**Task details:**
Copy out each line below containing "Cheshire".

[Collected data]
----------
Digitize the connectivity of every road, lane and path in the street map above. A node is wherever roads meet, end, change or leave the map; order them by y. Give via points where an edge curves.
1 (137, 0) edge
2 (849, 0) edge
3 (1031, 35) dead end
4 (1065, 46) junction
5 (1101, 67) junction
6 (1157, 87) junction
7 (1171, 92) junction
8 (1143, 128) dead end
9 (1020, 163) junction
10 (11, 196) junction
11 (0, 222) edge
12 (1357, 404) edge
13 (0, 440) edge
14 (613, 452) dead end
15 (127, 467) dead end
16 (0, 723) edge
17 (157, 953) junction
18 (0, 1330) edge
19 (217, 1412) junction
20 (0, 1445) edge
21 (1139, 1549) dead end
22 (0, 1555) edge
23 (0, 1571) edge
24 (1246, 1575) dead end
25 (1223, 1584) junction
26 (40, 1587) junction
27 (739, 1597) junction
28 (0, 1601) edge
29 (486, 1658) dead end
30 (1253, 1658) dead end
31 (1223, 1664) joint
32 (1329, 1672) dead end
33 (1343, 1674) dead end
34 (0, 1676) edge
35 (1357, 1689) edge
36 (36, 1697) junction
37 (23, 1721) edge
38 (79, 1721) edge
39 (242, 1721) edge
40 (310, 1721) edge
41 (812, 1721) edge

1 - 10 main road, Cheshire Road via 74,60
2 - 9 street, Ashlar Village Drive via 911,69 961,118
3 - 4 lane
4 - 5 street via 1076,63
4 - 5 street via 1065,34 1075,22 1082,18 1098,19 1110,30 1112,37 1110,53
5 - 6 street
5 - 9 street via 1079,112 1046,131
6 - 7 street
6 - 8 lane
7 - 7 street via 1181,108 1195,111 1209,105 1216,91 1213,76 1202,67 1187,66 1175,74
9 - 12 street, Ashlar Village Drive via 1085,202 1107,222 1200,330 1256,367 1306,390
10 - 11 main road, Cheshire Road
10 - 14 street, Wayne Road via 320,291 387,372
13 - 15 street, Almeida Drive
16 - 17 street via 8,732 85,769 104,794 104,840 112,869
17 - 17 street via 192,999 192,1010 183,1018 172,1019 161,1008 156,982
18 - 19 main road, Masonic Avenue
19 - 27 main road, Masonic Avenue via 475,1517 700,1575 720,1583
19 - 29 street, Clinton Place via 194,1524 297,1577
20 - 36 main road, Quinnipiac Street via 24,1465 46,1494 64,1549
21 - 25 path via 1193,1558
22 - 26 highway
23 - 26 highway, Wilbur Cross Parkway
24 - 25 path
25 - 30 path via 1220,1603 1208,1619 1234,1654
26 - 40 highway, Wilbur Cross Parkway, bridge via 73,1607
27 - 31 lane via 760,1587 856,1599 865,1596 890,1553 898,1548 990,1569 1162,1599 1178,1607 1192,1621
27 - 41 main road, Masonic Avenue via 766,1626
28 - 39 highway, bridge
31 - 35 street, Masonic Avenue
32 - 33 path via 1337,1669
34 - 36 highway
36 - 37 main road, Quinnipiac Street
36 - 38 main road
----------
**Output of the exercise:**
1 - 10 main road, Cheshire Road via 74,60
10 - 11 main road, Cheshire Road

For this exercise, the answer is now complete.